The basic idea is that when a law says "you may not do X except when A, B, and C" it means that you can do it ONLY when A, and C, and NOT when D, E, F, or other circumstances.
"Except for law enforcement personnel described in § 7-2502.01(b)(1), each registrant shall keep any firearm in his possession unloaded and disassembled or bound by a trigger lock or similar device unless such firearm is kept at his place of business, or while being used for lawful recreational purposes within the District of Columbia."
DC is trying to claim that this wording contains an "implicit" (implied, inherent) exception for self-defense. But as you can see, it's only implicit in the fevered imagination of desperate anti-gun lawyers.
You can keep a firearm assembled and loaded ONLY at your place of business, or while using it for lawful recreational purposes within DC.
Not at your home, not in your car, not in your nightstand, not on your hip, NOWHERE except at your place of business or while in actual use for recreation within DC.
And unless "self-defense" is considered a "recreational purpose," it's obviously not implicit.
It's possible that they're alluding to the doctrine of competing harms, where if breaking a law PREVENTS a greater harm than caused by breaking that law - such as crossing the double-yellow line to avoid hitting a toddler who wandered into the street - then you're not culpable for breaking that law.
But the problem there is that competing harms is only an affirmative defense, not a bar to prosecution.
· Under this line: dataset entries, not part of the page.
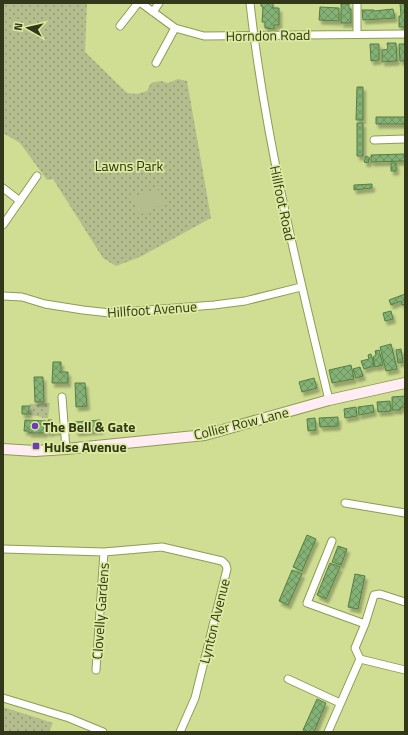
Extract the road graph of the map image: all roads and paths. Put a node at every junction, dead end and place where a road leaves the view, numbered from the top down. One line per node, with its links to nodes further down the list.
1 (139, 3): 5 (street, Horndon Road); 6 (street)
2 (159, 3): 5 (street)
3 (250, 3): 8 (street, Hillfoot Road)
4 (358, 3): 9 (street)
5 (153, 12): 7 (street, Horndon Road)
6 (120, 26)
7 (175, 28): 8 (street, Horndon Road); 11 (street)
8 (253, 34): 9 (street, Horndon Road); 18 (street, Hillfoot Road)
9 (358, 34): 10 (street, Horndon Road)
10 (405, 34)
11 (156, 63)
12 (405, 139): 13 (street)
13 (374, 140)
14 (37, 176): 16 (street)
15 (3, 188): 16 (street)
16 (20, 201): 17 (street)
17 (3, 225)
18 (301, 287): 19 (street, Hillfoot Avenue); 22 (street, Hillfoot Road)
19 (3, 296)
20 (405, 383): 22 (main road, Collier Row Lane)
21 (62, 397): 24 (street)
22 (329, 400): 24 (main road, Collier Row Lane)
23 (3, 449): 24 (main road, Collier Row Lane)
24 (66, 449)
25 (344, 503): 26 (street)
26 (405, 513)
27 (332, 541): 31 (street)
28 (3, 549): 29 (street, Lynton Avenue)
29 (104, 552): 33 (street, Clovelly Gardens); 38 (street, Lynton Avenue)
30 (405, 602): 31 (street)
31 (365, 624): 32 (street)
32 (360, 659): 34 (street); 37 (street)
33 (96, 670)
34 (405, 670)
35 (288, 679): 37 (street)
36 (3, 698): 39 (street)
37 (340, 703): 40 (street)
38 (182, 731)
39 (103, 732)
40 (328, 732)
They can still charge you with crossing the double-yellow and force you to go to court to prove that you did so only in order to avoid the toddler.
Likewise, DC could still charge someone with not having a trigger lock on or having assembled their gun in their home even if they used it to shoot a rapist. The burden of proof is on the defendant, not the State, in an affirmative defense, and I tend to doubt that someone charged with having a loaded or assembled gun in their home WITHOUT a dead or wounded rapist nearby would have much luck mounting a competing harms defense.
And since usually the rapist doesn't give you time to assemble and load your gun, it means that for all intents and purposes, use of a gun for self-defense in the home is prohibited.